## Task description
Your task is to copy every line of the entries that contains "graph".
──────── Given data
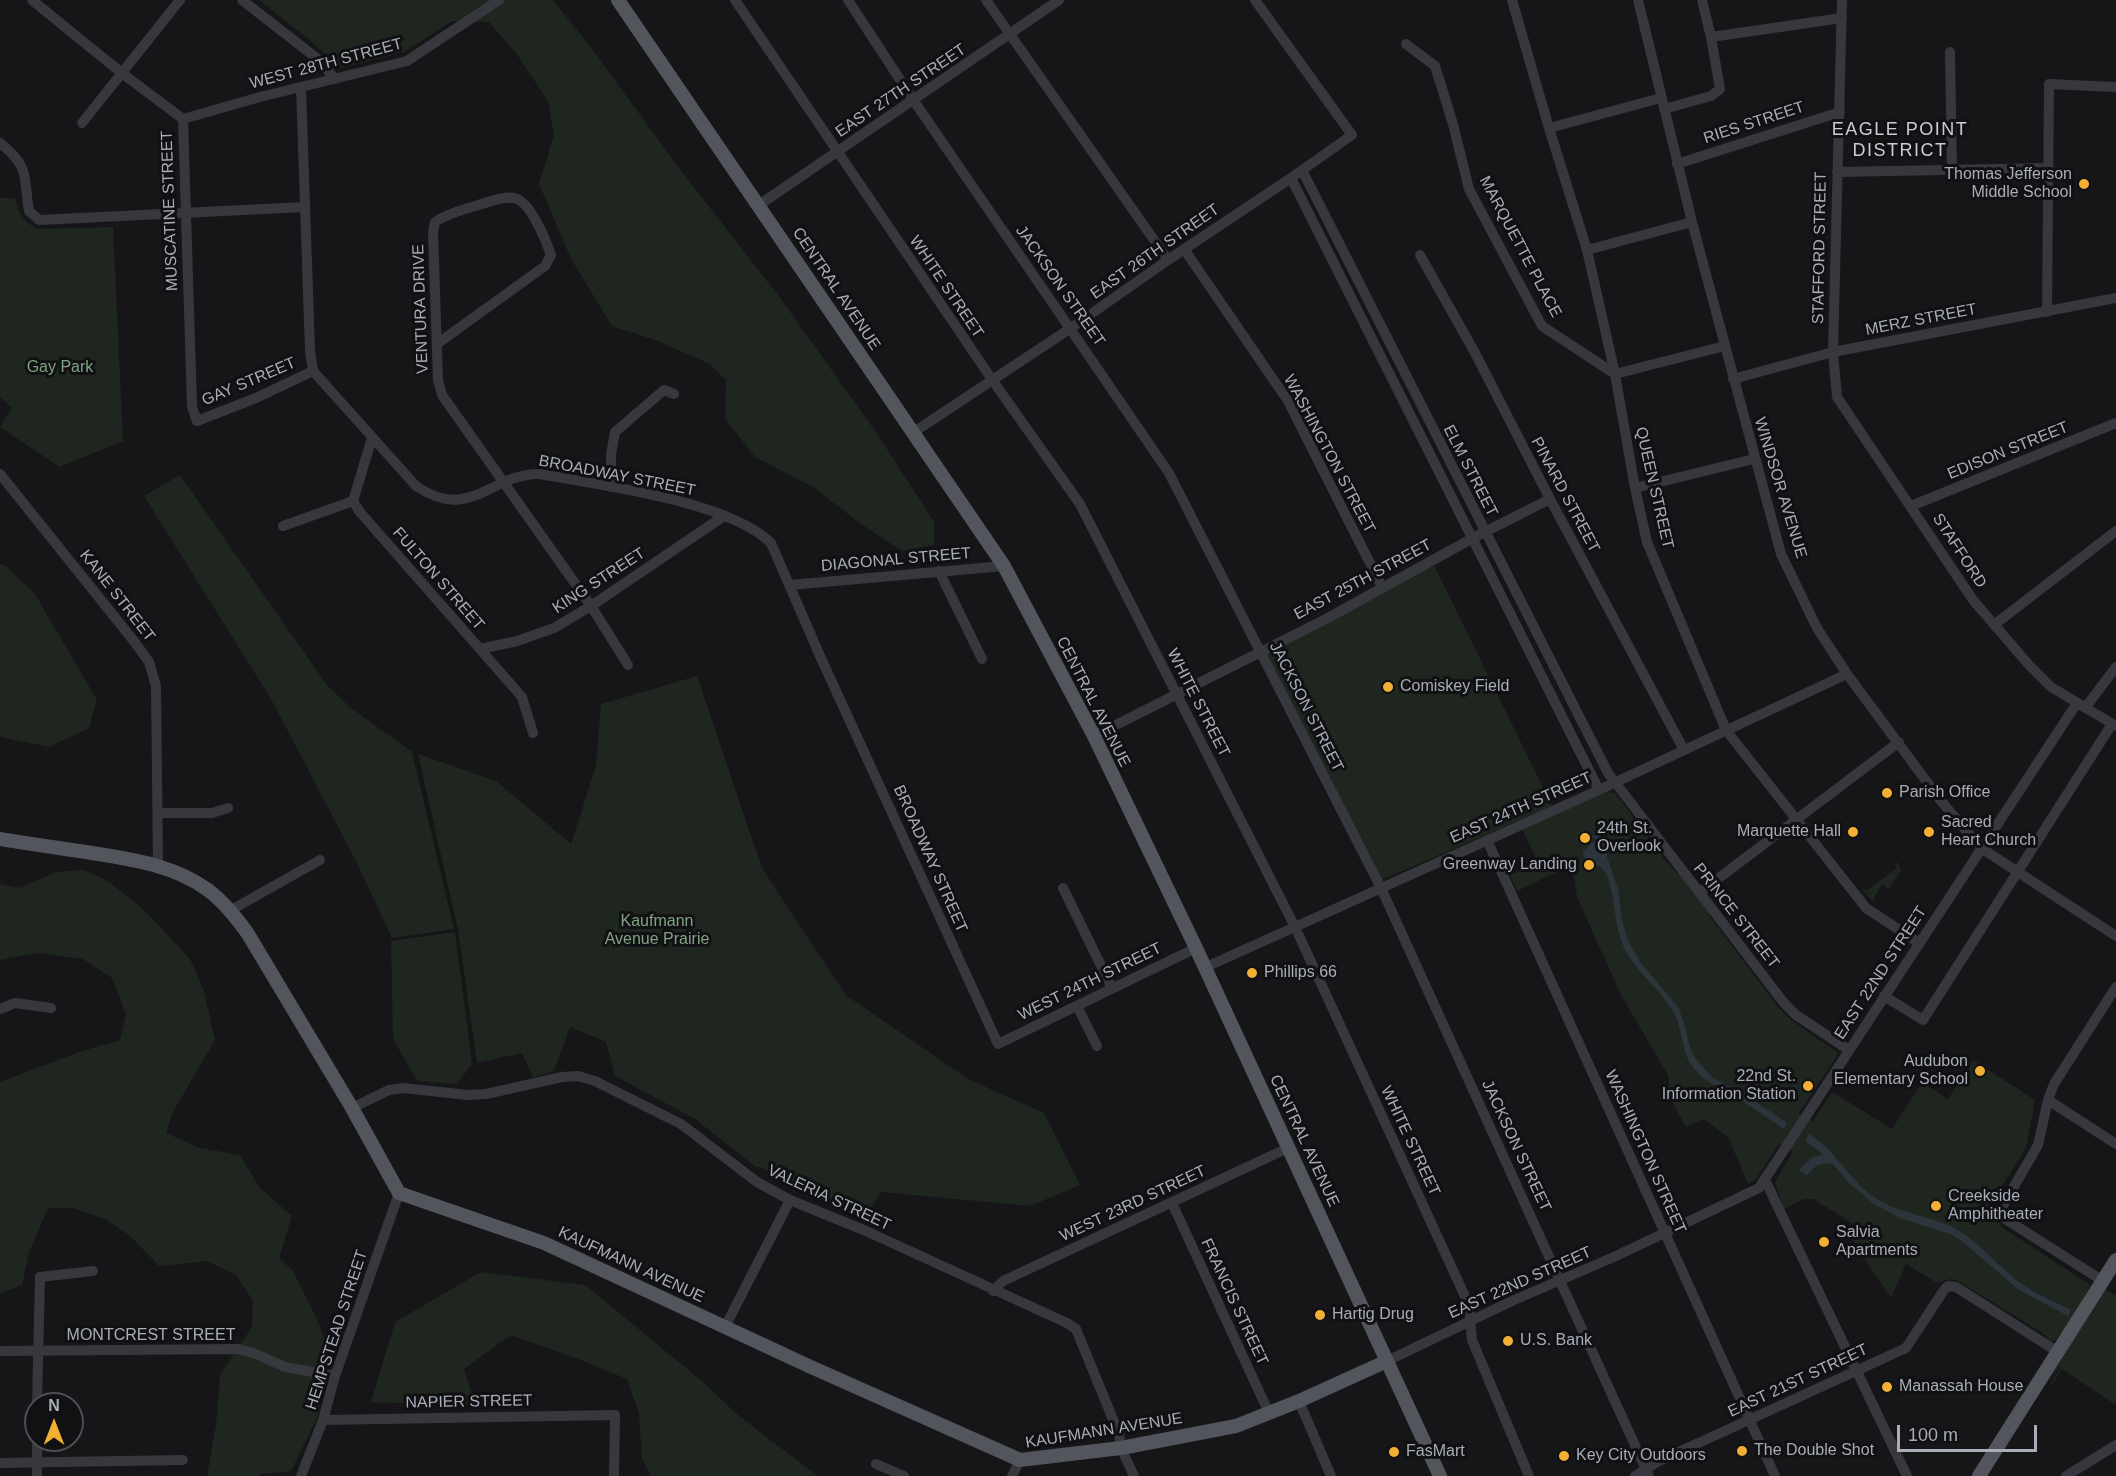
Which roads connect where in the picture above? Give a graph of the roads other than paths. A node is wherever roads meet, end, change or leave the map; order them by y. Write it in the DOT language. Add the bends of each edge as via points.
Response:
graph roads {
  1 [pos="32,0"];
  2 [pos="180,0"];
  3 [pos="242,0"];
  4 [pos="499,0"];
  5 [pos="618,0"];
  6 [pos="735,0"];
  7 [pos="848,0"];
  8 [pos="986,0"];
  9 [pos="1059,0"];
  10 [pos="1255,0"];
  11 [pos="1512,0"];
  12 [pos="1638,0"];
  13 [pos="1702,0"];
  14 [pos="1842,0"];
  15 [pos="1842,18"];
  16 [pos="1009,35"];
  17 [pos="1711,37"];
  18 [pos="1406,44"];
  19 [pos="1950,52"];
  20 [pos="123,74"];
  21 [pos="335,79"];
  22 [pos="300,87"];
  23 [pos="2116,87"];
  24 [pos="914,101"];
  25 [pos="1663,104"];
  26 [pos="1840,112"];
  27 [pos="183,119"];
  28 [pos="82,123"];
  29 [pos="1549,128"];
  30 [pos="0,143"];
  31 [pos="837,153"];
  32 [pos="1677,164"];
  33 [pos="2049,168"];
  34 [pos="1302,170"];
  35 [pos="1837,172"];
  36 [pos="1952,172"];
  37 [pos="1291,178"];
  38 [pos="759,205"];
  39 [pos="305,207"];
  40 [pos="184,213"];
  41 [pos="1692,222"];
  42 [pos="1184,249"];
  43 [pos="1587,250"];
  44 [pos="1420,255"];
  45 [pos="1168,260"];
  46 [pos="2116,298"];
  47 [pos="2047,312"];
  48 [pos="1071,328"];
  49 [pos="437,344"];
  50 [pos="1725,346"];
  51 [pos="1833,352"];
  52 [pos="313,371"];
  53 [pos="1615,374"];
  54 [pos="1734,379"];
  55 [pos="993,381"];
  56 [pos="674,394"];
  57 [pos="197,421"];
  58 [pos="2116,423"];
  59 [pos="914,432"];
  60 [pos="372,438"];
  61 [pos="1754,459"];
  62 [pos="0,474"];
  63 [pos="505,483"];
  64 [pos="611,487"];
  65 [pos="1635,488"];
  66 [pos="1550,499"];
  67 [pos="352,501"];
  68 [pos="1911,506"];
  69 [pos="724,516"];
  70 [pos="283,526"];
  71 [pos="2116,531"];
  72 [pos="1484,532"];
  73 [pos="1473,538"];
  74 [pos="1004,566"];
  75 [pos="939,570"];
  76 [pos="790,585"];
  77 [pos="1382,587"];
  78 [pos="591,606"];
  79 [pos="1994,625"];
  80 [pos="480,649"];
  81 [pos="1261,651"];
  82 [pos="981,659"];
  83 [pos="628,665"];
  84 [pos="2116,667"];
  85 [pos="1846,674"];
  86 [pos="1177,694"];
  87 [pos="2081,706"];
  88 [pos="2114,725"];
  89 [pos="1726,730"];
  90 [pos="533,733"];
  91 [pos="1094,736"];
  92 [pos="1899,742"];
  93 [pos="1683,750"];
  94 [pos="1614,783"];
  95 [pos="1599,790"];
  96 [pos="228,808"];
  97 [pos="158,813"];
  98 [pos="1797,820"];
  99 [pos="0,839"];
  100 [pos="1487,840"];
  101 [pos="1981,848"];
  102 [pos="320,860"];
  103 [pos="158,865"];
  104 [pos="2018,872"];
  105 [pos="1062,888"];
  106 [pos="1381,888"];
  107 [pos="1699,892"];
  108 [pos="231,910"];
  109 [pos="1295,927"];
  110 [pos="2116,936"];
  111 [pos="1919,943"];
  112 [pos="1196,948"];
  113 [pos="1206,968"];
  114 [pos="2116,987"];
  115 [pos="1112,988"];
  116 [pos="1884,996"];
  117 [pos="1077,1006"];
  118 [pos="0,1008"];
  119 [pos="51,1008"];
  120 [pos="998,1044"];
  121 [pos="1097,1046"];
  122 [pos="1849,1050"];
  123 [pos="2048,1100"];
  124 [pos="352,1108"];
  125 [pos="2116,1144"];
  126 [pos="1288,1148"];
  127 [pos="1765,1180"];
  128 [pos="399,1193"];
  129 [pos="790,1200"];
  130 [pos="1172,1203"];
  131 [pos="1664,1231"];
  132 [pos="2116,1260"];
  133 [pos="93,1271"];
  134 [pos="1561,1280"];
  135 [pos="2103,1281"];
  136 [pos="993,1291"];
  137 [pos="1471,1321"];
  138 [pos="725,1326"];
  139 [pos="0,1351"];
  140 [pos="38,1351"];
  141 [pos="2058,1352"];
  142 [pos="1387,1361"];
  143 [pos="1856,1370"];
  144 [pos="335,1376"];
  145 [pos="37,1392"];
  146 [pos="1299,1401"];
  147 [pos="1269,1413"];
  148 [pos="323,1419"];
  149 [pos="1750,1419"];
  150 [pos="2116,1444"];
  151 [pos="1121,1448"];
  152 [pos="37,1452"];
  153 [pos="183,1460"];
  154 [pos="1020,1460"];
  155 [pos="37,1462"];
  156 [pos="0,1463"];
  157 [pos="876,1464"];
  158 [pos="1648,1472"];
  159 [pos="37,1476"];
  160 [pos="301,1476"];
  161 [pos="614,1476"];
  162 [pos="904,1476"];
  163 [pos="1012,1476"];
  164 [pos="1134,1476"];
  165 [pos="1331,1476"];
  166 [pos="1440,1476"];
  167 [pos="1529,1476"];
  168 [pos="1635,1476"];
  169 [pos="1775,1476"];
  170 [pos="1907,1476"];
  171 [pos="1979,1476"];
  172 [pos="2066,1476"];
  1 -- 20 [label="street, MUSCATINE STREET"];
  2 -- 20 [label="street"];
  3 -- 21 [label="street" via="319,60"];
  4 -- 21 [label="street, WEST 28TH STREET" via="406,61"];
  5 -- 38 [label="main road, CENTRAL AVENUE"];
  6 -- 31 [label="street, WHITE STREET"];
  7 -- 24 [label="street, JACKSON STREET"];
  8 -- 16 [label="street"];
  9 -- 16 [label="street, EAST 27TH STREET"];
  10 -- 34 [label="street, EAST 26TH STREET" via="1352,135"];
  11 -- 29 [label="street, QUEEN STREET"];
  12 -- 25 [label="street, WINDSOR AVENUE"];
  13 -- 17 [label="street"];
  14 -- 15 [label="street, STAFFORD STREET"];
  15 -- 17 [label="street"];
  15 -- 26 [label="street, STAFFORD STREET"];
  16 -- 24 [label="street, EAST 27TH STREET"];
  16 -- 45 [label="street"];
  17 -- 25 [label="street" via="1720,89 1711,96"];
  18 -- 53 [label="street, MARQUETTE PLACE" via="1435,66 1469,189 1542,326"];
  19 -- 36 [label="street"];
  20 -- 27 [label="street, MUSCATINE STREET"];
  20 -- 28 [label="street"];
  21 -- 22 [label="street, WEST 28TH STREET"];
  22 -- 27 [label="street, WEST 28TH STREET"];
  22 -- 39 [label="street"];
  23 -- 33 [label="street" via="2049,84"];
  24 -- 31 [label="street, EAST 27TH STREET"];
  24 -- 48 [label="street, JACKSON STREET"];
  25 -- 29 [label="street"];
  25 -- 32 [label="street, WINDSOR AVENUE"];
  26 -- 32 [label="street, RIES STREET"];
  26 -- 35 [label="street, STAFFORD STREET"];
  27 -- 40 [label="street, MUSCATINE STREET"];
  29 -- 43 [label="street, QUEEN STREET"];
  30 -- 40 [label="street" via="18,159 25,172 29,212 39,220"];
  31 -- 38 [label="street, EAST 27TH STREET"];
  31 -- 55 [label="street, WHITE STREET"];
  32 -- 41 [label="street, WINDSOR AVENUE"];
  33 -- 36 [label="street"];
  33 -- 47 [label="street"];
  34 -- 37 [label="street, EAST 26TH STREET"];
  34 -- 72 [label="street, ELM STREET"];
  35 -- 36 [label="street"];
  35 -- 51 [label="street, STAFFORD STREET"];
  37 -- 42 [label="street, EAST 26TH STREET"];
  37 -- 73 [label="street, ELM STREET"];
  38 -- 59 [label="main road, CENTRAL AVENUE"];
  39 -- 40 [label="street"];
  39 -- 52 [label="street"];
  40 -- 57 [label="street, MUSCATINE STREET" via="192,407"];
  41 -- 43 [label="street"];
  41 -- 50 [label="street, WINDSOR AVENUE"];
  42 -- 45 [label="street, EAST 26TH STREET"];
  42 -- 77 [label="street, WASHINGTON STREET" via="1288,401"];
  43 -- 53 [label="street, QUEEN STREET"];
  44 -- 66 [label="street, PINARD STREET"];
  45 -- 48 [label="street, EAST 26TH STREET"];
  46 -- 47 [label="street, MERZ STREET"];
  47 -- 51 [label="street, MERZ STREET"];
  48 -- 55 [label="street, EAST 26TH STREET"];
  48 -- 81 [label="street, JACKSON STREET" via="1169,472"];
  49 -- 49 [label="street, VENTURA DRIVE" via="545,266 551,255 547,242 525,203 503,198 435,222"];
  49 -- 63 [label="street, VENTURA DRIVE" via="442,395"];
  50 -- 53 [label="street"];
  50 -- 54 [label="street, WINDSOR AVENUE"];
  51 -- 54 [label="street, MERZ STREET"];
  51 -- 68 [label="street, STAFFORD" via="1837,397"];
  52 -- 57 [label="street, GAY STREET"];
  52 -- 60 [label="street, BROADWAY STREET"];
  53 -- 65 [label="street, QUEEN STREET"];
  54 -- 61 [label="street, WINDSOR AVENUE"];
  55 -- 59 [label="street, EAST 26TH STREET"];
  55 -- 86 [label="street, WHITE STREET" via="1080,504"];
  56 -- 64 [label="street" via="664,390 615,432"];
  58 -- 68 [label="street, EDISON STREET"];
  59 -- 74 [label="main road, CENTRAL AVENUE"];
  60 -- 63 [label="street, BROADWAY STREET" via="429,495 458,501"];
  60 -- 67 [label="street"];
  61 -- 65 [label="street"];
  61 -- 85 [label="street, WINDSOR AVENUE" via="1781,554 1817,628"];
  62 -- 97 [label="street, KANE STREET" via="149,662 156,686"];
  63 -- 64 [label="street, BROADWAY STREET" via="540,474"];
  63 -- 78 [label="street, VENTURA DRIVE"];
  64 -- 69 [label="street, BROADWAY STREET" via="676,500"];
  65 -- 89 [label="street, QUEEN STREET" via="1647,542"];
  66 -- 72 [label="street, EAST 25TH STREET"];
  66 -- 93 [label="street, PINARD STREET"];
  67 -- 70 [label="street"];
  67 -- 80 [label="street, FULTON STREET"];
  68 -- 79 [label="street, STAFFORD"];
  69 -- 76 [label="street, BROADWAY STREET" via="761,533 771,543"];
  69 -- 78 [label="street, KING STREET"];
  71 -- 79 [label="street"];
  72 -- 73 [label="street, EAST 25TH STREET"];
  72 -- 94 [label="street, ELM STREET"];
  73 -- 77 [label="street, EAST 25TH STREET"];
  73 -- 95 [label="street, ELM STREET"];
  74 -- 75 [label="street, DIAGONAL STREET"];
  74 -- 91 [label="main road, CENTRAL AVENUE"];
  75 -- 76 [label="street, DIAGONAL STREET"];
  75 -- 82 [label="street"];
  76 -- 120 [label="street, BROADWAY STREET"];
  77 -- 81 [label="street, EAST 25TH STREET"];
  78 -- 80 [label="street, KING STREET" via="554,628"];
  78 -- 83 [label="street, VENTURA DRIVE"];
  79 -- 87 [label="street, STAFFORD" via="2051,687"];
  80 -- 90 [label="street, FULTON STREET" via="522,696"];
  81 -- 86 [label="street, EAST 25TH STREET"];
  81 -- 106 [label="street, JACKSON STREET"];
  84 -- 87 [label="street, EAST 22ND STREET"];
  85 -- 89 [label="street, EAST 24TH STREET"];
  85 -- 92 [label="street, WINDSOR AVENUE"];
  86 -- 91 [label="street, EAST 25TH STREET"];
  86 -- 109 [label="street, WHITE STREET"];
  87 -- 88 [label="street, STAFFORD"];
  87 -- 101 [label="street, EAST 22ND STREET"];
  88 -- 104 [label="street"];
  89 -- 93 [label="street, EAST 24TH STREET"];
  89 -- 98 [label="street, QUEEN STREET"];
  91 -- 112 [label="main road, CENTRAL AVENUE"];
  92 -- 98 [label="street"];
  92 -- 101 [label="street, WINDSOR AVENUE"];
  93 -- 94 [label="street, EAST 24TH STREET"];
  94 -- 95 [label="street, EAST 24TH STREET"];
  94 -- 107 [label="street, PRINCE STREET"];
  95 -- 100 [label="street, EAST 24TH STREET"];
  96 -- 97 [label="street" via="212,813"];
  97 -- 103 [label="street, KANE STREET"];
  98 -- 107 [label="street"];
  98 -- 111 [label="street, QUEEN STREET" via="1866,908"];
  99 -- 103 [label="main road"];
  100 -- 106 [label="street, EAST 24TH STREET"];
  100 -- 131 [label="street, WASHINGTON STREET"];
  101 -- 104 [label="street, WINDSOR AVENUE"];
  101 -- 111 [label="street, EAST 22ND STREET"];
  102 -- 108 [label="street"];
  103 -- 108 [label="main road" via="208,890"];
  104 -- 110 [label="street, WINDSOR AVENUE"];
  104 -- 116 [label="street" via="1923,1020"];
  105 -- 115 [label="street"];
  106 -- 109 [label="street, EAST 24TH STREET"];
  106 -- 134 [label="street, JACKSON STREET"];
  107 -- 122 [label="street, PRINCE STREET" via="1788,1008"];
  108 -- 124 [label="main road"];
  109 -- 113 [label="street, EAST 24TH STREET"];
  109 -- 137 [label="street, WHITE STREET" via="1469,1305"];
  111 -- 116 [label="street, EAST 22ND STREET"];
  112 -- 113 [label="main road, CENTRAL AVENUE"];
  112 -- 115 [label="street, WEST 24TH STREET"];
  113 -- 126 [label="main road, CENTRAL AVENUE"];
  114 -- 123 [label="street" via="2054,1084"];
  115 -- 117 [label="street, WEST 24TH STREET"];
  116 -- 122 [label="street, EAST 22ND STREET"];
  117 -- 120 [label="street, WEST 24TH STREET"];
  117 -- 121 [label="street"];
  118 -- 119 [label="street" via="15,1003"];
  122 -- 127 [label="street, EAST 22ND STREET"];
  123 -- 125 [label="street"];
  123 -- 135 [label="street" via="2038,1145 2002,1205 2002,1212 2007,1220"];
  124 -- 128 [label="main road"];
  124 -- 129 [label="street, VALERIA STREET" via="389,1090 403,1088 486,1094 578,1076 681,1124 757,1182"];
  126 -- 130 [label="street, WEST 23RD STREET"];
  126 -- 142 [label="main road, CENTRAL AVENUE"];
  127 -- 131 [label="street, EAST 22ND STREET" via="1759,1188"];
  127 -- 143 [label="street"];
  128 -- 138 [label="main road, KAUFMANN AVENUE" via="544,1243"];
  128 -- 144 [label="street, HEMPSTEAD STREET"];
  129 -- 136 [label="street, VALERIA STREET"];
  129 -- 138 [label="street"];
  130 -- 136 [label="street, WEST 23RD STREET" via="1003,1281"];
  130 -- 147 [label="street, FRANCIS STREET"];
  131 -- 134 [label="street, EAST 22ND STREET"];
  131 -- 149 [label="street, WASHINGTON STREET"];
  132 -- 135 [label="main road"];
  133 -- 140 [label="street" via="40,1276"];
  134 -- 137 [label="street, EAST 22ND STREET"];
  134 -- 158 [label="street, JACKSON STREET"];
  135 -- 141 [label="main road"];
  136 -- 151 [label="street, VALERIA STREET" via="1076,1329 1119,1434"];
  137 -- 142 [label="street, EAST 22ND STREET"];
  137 -- 167 [label="street, WHITE STREET" via="1472,1340"];
  138 -- 154 [label="main road, KAUFMANN AVENUE"];
  139 -- 140 [label="street, MONTCREST STREET"];
  140 -- 144 [label="street, MONTCREST STREET" via="239,1350 285,1367"];
  140 -- 145 [label="street"];
  141 -- 143 [label="street, EAST 21ST STREET" via="1956,1287 1948,1286 1906,1348"];
  141 -- 171 [label="main road"];
  142 -- 146 [label="main road, KAUFMANN AVENUE"];
  142 -- 166 [label="main road, CENTRAL AVENUE"];
  143 -- 149 [label="street, EAST 21ST STREET"];
  143 -- 170 [label="street"];
  144 -- 148 [label="street, HEMPSTEAD STREET"];
  146 -- 147 [label="main road, KAUFMANN AVENUE"];
  146 -- 165 [label="street"];
  147 -- 151 [label="main road, KAUFMANN AVENUE" via="1236,1426"];
  148 -- 160 [label="street, HEMPSTEAD STREET"];
  148 -- 161 [label="street, NAPIER STREET" via="615,1414"];
  149 -- 158 [label="street, EAST 21ST STREET" via="1657,1462"];
  149 -- 169 [label="street, WASHINGTON STREET"];
  150 -- 172 [label="street"];
  151 -- 154 [label="main road, KAUFMANN AVENUE"];
  151 -- 164 [label="street, VALERIA STREET"];
  152 -- 155 [label="street"];
  153 -- 155 [label="street"];
  154 -- 163 [label="street"];
  155 -- 156 [label="street"];
  155 -- 159 [label="street"];
  157 -- 162 [label="street"];
  158 -- 168 [label="street, EAST 21ST STREET"];
}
────────────────
## Worked solution
Which roads connect where in the picture above? Give a graph of the roads other than paths. A node is wherever roads meet, end, change or leave the map; order them by y. Write it in the DOT language. Add the bends of each edge as via points.
graph roads {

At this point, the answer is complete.